What to work on: Could you filter the records below and return each line that holds "Perkins"?

── Data records

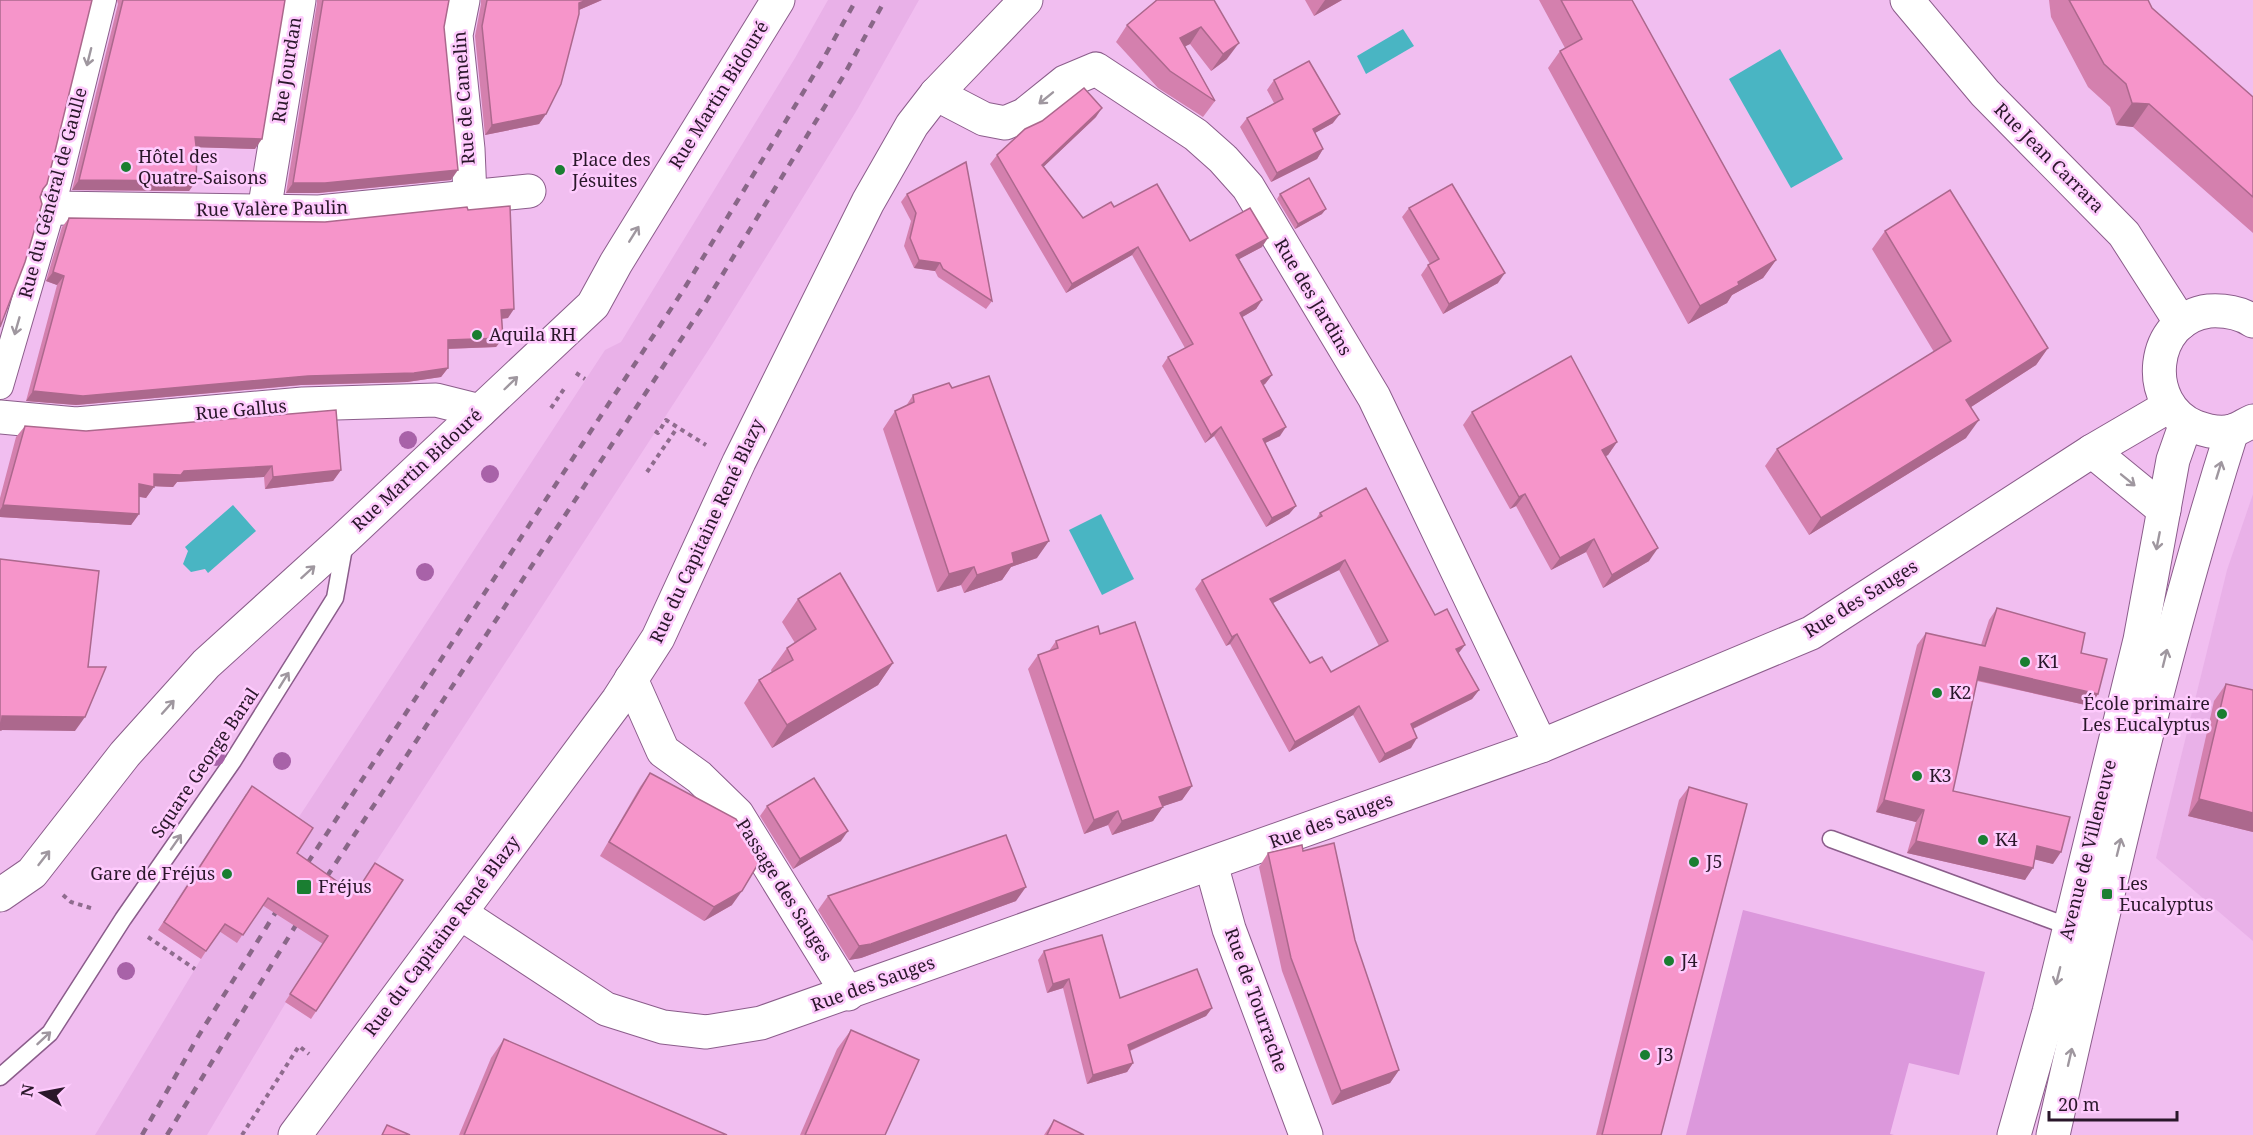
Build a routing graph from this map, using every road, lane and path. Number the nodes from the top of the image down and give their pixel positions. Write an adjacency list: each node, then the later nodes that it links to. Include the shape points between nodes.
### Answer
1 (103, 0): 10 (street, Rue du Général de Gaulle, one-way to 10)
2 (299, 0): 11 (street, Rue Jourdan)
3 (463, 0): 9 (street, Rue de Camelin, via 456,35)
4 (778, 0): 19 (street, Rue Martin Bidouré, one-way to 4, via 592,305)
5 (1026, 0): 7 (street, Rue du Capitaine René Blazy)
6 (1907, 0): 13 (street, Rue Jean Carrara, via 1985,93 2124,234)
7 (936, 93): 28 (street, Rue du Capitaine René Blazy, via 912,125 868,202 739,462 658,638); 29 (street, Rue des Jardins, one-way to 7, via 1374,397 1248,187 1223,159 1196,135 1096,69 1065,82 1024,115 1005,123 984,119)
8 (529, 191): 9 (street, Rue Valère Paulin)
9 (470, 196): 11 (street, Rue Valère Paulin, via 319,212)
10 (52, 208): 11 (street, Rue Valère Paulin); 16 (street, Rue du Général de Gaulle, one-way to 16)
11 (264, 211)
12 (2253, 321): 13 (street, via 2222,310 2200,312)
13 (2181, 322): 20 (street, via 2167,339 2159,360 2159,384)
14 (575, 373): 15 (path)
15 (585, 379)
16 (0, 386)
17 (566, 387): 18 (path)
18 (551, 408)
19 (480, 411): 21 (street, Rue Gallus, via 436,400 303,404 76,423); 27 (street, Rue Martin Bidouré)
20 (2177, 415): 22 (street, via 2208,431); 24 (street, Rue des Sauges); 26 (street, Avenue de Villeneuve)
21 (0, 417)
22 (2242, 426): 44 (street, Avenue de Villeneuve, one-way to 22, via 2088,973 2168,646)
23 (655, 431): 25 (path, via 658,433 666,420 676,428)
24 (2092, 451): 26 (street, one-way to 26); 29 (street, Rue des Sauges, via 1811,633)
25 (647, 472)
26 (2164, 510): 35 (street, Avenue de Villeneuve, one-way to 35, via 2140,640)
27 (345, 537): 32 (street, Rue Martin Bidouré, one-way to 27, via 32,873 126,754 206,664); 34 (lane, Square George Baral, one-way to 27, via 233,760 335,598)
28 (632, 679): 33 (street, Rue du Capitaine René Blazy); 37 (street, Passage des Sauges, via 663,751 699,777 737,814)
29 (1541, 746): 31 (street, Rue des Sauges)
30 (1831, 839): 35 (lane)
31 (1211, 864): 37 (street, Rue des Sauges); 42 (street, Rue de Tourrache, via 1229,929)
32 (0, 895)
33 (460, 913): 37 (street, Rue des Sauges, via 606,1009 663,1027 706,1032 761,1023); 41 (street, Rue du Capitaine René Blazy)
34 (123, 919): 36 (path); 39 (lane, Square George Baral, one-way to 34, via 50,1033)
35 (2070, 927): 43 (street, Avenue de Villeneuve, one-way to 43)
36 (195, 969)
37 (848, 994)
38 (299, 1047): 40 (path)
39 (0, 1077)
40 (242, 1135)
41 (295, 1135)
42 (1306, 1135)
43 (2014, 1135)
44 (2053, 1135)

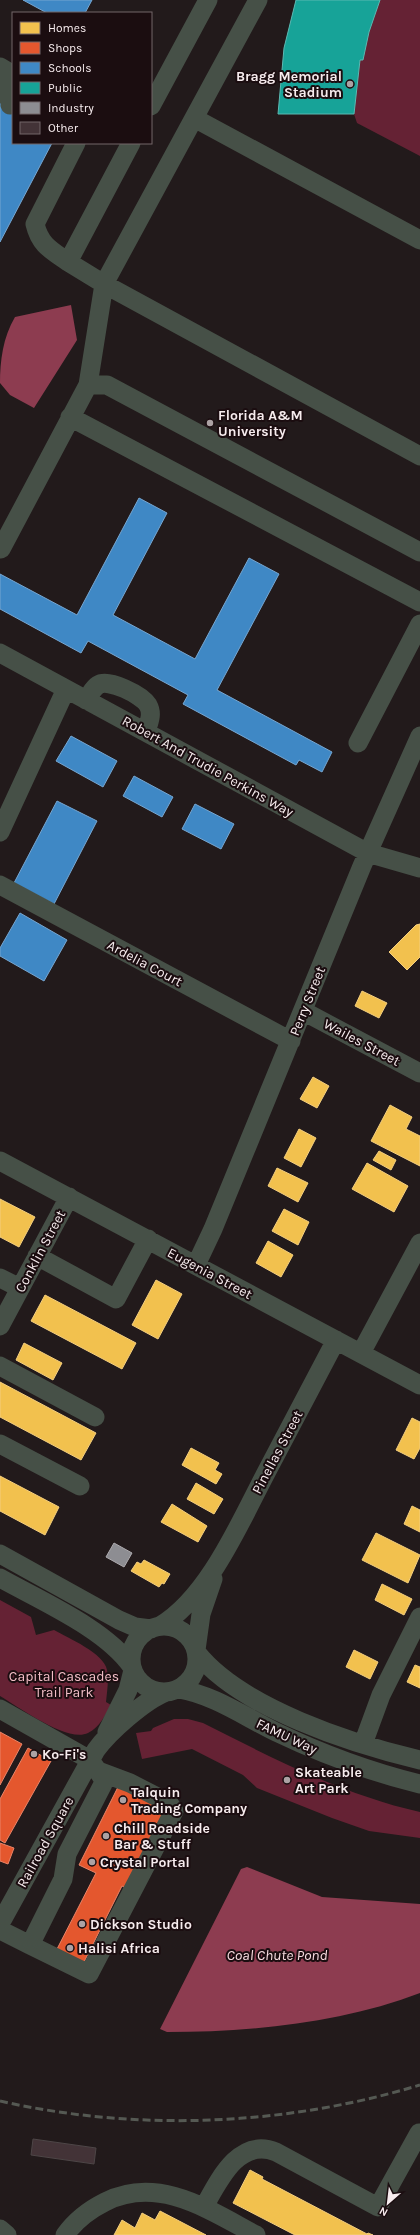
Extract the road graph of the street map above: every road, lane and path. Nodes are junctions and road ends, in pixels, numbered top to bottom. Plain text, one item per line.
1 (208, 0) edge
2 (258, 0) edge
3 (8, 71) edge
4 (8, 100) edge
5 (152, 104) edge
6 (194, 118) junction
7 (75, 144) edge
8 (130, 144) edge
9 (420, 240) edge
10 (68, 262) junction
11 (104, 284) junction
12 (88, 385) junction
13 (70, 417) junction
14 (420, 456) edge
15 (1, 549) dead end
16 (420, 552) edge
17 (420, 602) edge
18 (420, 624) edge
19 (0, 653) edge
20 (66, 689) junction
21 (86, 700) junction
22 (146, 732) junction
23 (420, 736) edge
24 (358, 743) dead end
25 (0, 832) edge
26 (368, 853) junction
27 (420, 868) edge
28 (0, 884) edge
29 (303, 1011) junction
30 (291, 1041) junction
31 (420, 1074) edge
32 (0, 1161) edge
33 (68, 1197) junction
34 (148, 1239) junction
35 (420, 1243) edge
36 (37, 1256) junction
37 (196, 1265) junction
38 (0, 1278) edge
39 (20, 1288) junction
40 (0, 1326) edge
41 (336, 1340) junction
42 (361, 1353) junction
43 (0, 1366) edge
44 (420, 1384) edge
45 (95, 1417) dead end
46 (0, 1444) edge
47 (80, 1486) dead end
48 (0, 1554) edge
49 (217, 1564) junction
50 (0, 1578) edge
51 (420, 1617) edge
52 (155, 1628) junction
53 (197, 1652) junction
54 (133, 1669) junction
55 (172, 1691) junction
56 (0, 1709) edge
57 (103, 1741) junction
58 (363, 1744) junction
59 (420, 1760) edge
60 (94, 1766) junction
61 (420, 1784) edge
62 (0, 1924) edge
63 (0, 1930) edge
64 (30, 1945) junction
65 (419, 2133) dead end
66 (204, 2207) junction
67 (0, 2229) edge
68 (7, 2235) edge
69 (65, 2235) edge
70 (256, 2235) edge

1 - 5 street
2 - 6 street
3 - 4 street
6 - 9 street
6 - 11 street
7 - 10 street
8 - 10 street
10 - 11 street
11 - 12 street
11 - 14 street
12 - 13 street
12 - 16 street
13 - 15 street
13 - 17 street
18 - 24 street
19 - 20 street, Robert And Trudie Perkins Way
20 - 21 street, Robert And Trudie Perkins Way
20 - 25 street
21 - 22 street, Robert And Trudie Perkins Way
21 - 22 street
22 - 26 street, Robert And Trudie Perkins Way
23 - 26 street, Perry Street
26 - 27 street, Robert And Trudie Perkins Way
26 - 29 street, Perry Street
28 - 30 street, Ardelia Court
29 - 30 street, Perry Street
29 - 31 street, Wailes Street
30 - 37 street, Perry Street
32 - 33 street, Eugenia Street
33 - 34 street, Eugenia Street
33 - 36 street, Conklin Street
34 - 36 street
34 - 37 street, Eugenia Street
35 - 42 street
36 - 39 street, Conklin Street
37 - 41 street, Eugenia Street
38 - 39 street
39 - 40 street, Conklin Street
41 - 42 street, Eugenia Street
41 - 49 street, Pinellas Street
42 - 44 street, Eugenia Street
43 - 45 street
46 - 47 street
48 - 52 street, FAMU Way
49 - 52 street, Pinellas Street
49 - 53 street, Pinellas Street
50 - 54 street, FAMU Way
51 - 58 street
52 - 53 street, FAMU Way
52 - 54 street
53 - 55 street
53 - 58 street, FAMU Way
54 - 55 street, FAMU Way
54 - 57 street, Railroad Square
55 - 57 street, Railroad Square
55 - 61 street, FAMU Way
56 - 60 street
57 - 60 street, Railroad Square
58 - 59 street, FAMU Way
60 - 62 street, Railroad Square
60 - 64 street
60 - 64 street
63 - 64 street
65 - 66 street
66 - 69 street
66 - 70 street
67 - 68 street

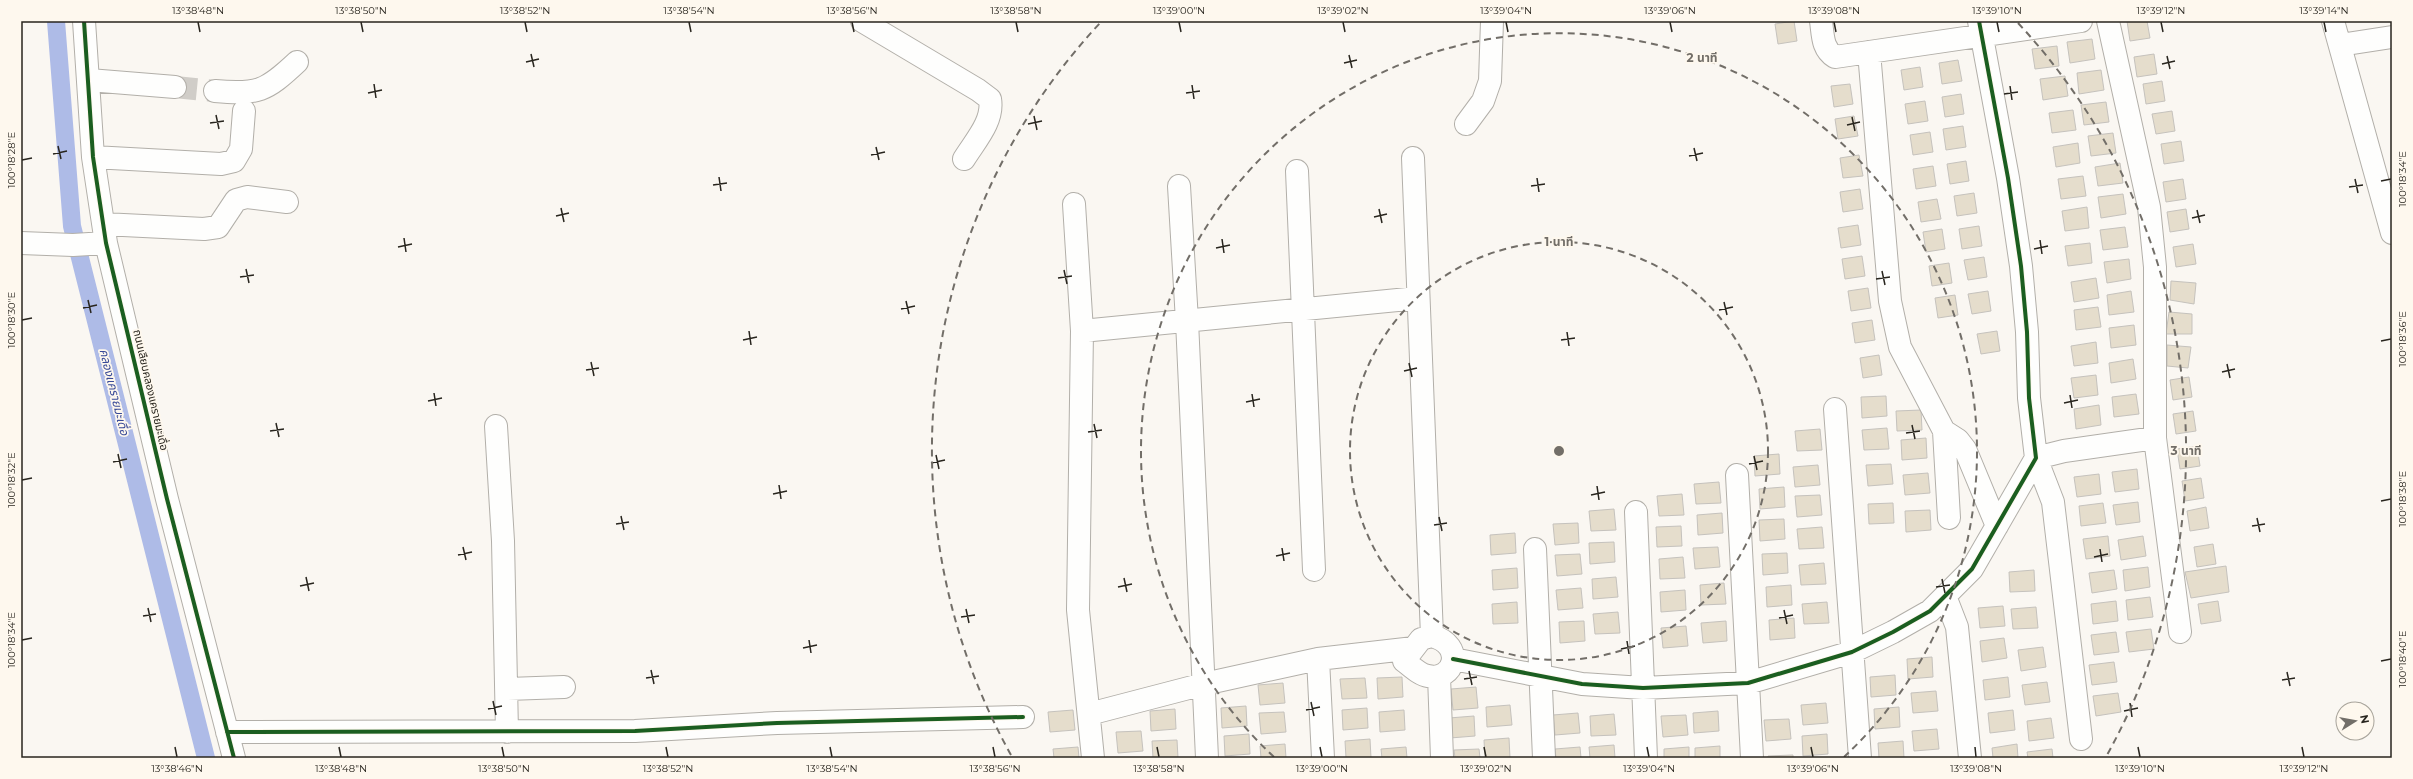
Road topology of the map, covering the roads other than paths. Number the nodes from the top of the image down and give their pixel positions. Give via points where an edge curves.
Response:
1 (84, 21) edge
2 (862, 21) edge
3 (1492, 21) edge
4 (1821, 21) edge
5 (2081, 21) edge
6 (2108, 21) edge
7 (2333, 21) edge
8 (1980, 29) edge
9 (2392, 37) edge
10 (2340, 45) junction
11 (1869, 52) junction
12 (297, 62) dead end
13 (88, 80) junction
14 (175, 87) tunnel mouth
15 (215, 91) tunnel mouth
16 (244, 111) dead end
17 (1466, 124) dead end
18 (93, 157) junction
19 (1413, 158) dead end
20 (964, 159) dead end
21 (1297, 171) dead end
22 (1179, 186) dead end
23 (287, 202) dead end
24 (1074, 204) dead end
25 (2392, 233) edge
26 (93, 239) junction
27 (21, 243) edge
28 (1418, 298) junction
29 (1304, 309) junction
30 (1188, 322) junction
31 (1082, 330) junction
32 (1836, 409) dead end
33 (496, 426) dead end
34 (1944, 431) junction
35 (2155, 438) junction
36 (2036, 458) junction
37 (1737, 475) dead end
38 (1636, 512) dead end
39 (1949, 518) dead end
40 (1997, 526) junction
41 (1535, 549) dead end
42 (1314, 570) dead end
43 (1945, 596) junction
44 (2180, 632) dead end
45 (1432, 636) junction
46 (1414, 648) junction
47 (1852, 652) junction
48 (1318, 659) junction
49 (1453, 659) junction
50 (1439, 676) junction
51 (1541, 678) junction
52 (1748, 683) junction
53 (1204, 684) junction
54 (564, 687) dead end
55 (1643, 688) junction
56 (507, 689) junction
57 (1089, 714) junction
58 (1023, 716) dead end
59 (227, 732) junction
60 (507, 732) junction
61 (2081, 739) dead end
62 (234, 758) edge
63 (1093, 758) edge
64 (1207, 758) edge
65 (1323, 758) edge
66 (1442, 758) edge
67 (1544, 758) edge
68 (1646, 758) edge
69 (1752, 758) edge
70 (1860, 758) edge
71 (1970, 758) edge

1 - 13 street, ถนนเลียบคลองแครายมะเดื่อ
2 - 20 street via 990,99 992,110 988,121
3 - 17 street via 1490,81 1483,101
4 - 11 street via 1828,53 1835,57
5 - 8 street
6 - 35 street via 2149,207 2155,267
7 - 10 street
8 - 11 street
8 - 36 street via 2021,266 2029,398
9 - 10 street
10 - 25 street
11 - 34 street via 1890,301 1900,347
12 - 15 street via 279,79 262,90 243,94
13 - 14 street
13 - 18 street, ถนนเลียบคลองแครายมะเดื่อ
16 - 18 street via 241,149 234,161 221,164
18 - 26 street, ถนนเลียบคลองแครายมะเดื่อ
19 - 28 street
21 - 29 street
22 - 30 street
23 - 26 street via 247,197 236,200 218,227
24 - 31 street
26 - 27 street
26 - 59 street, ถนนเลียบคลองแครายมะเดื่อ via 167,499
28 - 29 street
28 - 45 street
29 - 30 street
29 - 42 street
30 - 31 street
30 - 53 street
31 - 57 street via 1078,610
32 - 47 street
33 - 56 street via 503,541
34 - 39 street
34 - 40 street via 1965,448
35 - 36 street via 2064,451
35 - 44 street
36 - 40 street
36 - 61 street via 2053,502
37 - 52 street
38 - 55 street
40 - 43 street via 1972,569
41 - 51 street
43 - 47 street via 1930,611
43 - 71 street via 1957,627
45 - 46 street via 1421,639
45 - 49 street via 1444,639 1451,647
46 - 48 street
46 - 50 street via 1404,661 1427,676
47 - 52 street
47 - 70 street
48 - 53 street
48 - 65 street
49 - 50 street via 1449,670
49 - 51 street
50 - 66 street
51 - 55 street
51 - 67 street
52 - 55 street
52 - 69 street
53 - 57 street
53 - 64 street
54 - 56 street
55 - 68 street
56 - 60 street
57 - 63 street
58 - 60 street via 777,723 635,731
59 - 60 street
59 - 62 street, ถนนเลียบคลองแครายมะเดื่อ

────

Your solution:
19 - 20 street, Robert And Trudie Perkins Way
20 - 21 street, Robert And Trudie Perkins Way
21 - 22 street, Robert And Trudie Perkins Way
22 - 26 street, Robert And Trudie Perkins Way
26 - 27 street, Robert And Trudie Perkins Way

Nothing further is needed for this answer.